Once put into formal service, the new spacecraft, which has yet to be named, will feature world-class designs and technologies, high reliability and flexibility, reusability and multiple functions, according to designers at the China Academy of Space Technology, a major supplier of spacecraft in the nation.
The new craft will be tasked with serving the operation of China's space station as well as the country's manned lunar missions that are now in planning.
It will have two major parts－a reentry module, which will house astronauts and serve as the control center for the entire craft during a spaceflight, and a service module that will contain power and propulsion systems.
The craft will be nearly 9 meters long and 4.5 meters in diameter, and it will weigh 22 metric tons.
By comparison, a Shenzhou spacecraft is 9 meters long and 2.8 meters in diameter and weighs nearly 8 tons.
Shenzhou-series spacecraft consist of three modules－a forward orbital module, a reentry capsule in the middle, and an aft service module.
Designers said that the new model will be able to undertake longer missions than the Shenzhou series, house more astronauts and cargo, and operate in a tougher environment.
It will be able to accommodate up to seven astronauts, compared with only three in the Shenzhou. It will also be able to transport large amounts of materials between Earth and a space station, a function Shenzhou does not possess.
The new spaceship will have better working and living quarters than the Shenzhou. There will be specific areas inside for mission control, dining, entertainment and personal hygiene, making the astronauts' journey more comfortable, designers said.
China conducted an unmanned flight test of the new spacecraft's prototype in May 2020, on the maiden mission of the Long March 5B heavy-lift carrier rocket from the Wenchang Space Launch Center in Hainan province.
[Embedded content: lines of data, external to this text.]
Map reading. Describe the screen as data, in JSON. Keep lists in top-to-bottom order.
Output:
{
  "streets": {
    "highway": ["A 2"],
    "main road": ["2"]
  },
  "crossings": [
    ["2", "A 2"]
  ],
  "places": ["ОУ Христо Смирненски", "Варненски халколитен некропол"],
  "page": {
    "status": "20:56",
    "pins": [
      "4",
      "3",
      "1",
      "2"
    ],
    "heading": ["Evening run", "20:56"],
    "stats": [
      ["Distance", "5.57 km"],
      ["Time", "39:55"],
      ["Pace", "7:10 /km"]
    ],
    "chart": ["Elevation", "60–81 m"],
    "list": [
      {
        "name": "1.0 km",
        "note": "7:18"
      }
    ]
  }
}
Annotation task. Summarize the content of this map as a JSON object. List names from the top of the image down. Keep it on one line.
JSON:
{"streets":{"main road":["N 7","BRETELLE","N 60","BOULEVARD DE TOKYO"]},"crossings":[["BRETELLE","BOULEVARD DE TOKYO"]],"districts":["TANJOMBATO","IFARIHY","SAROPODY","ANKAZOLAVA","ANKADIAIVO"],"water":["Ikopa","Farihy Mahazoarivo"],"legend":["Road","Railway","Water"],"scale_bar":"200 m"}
The craft was deployed in a low-Earth orbit and was in space for about three days.
The purpose of the test was to check key technologies and equipment in the spaceship, including devices for heat-resistance, control and recovery. The test results have been used for further improvements.
China, Russia and the United States are each developing new manned spacecraft. The US is building the Orion Multi-Purpose Crew Vehicle, Dragon 2 and CST-100 Starliner, and Russia is working on its Oryol spacecraft.
China's Shenzhou spacecraft have carried out 12 flights since November 1999, when Shenzhou I was launched. The first four and the eighth Shenzhou spaceships did not carry astronauts because they were experimental. Shenzhou V fulfilled the country's first manned spaceflight in October 2003.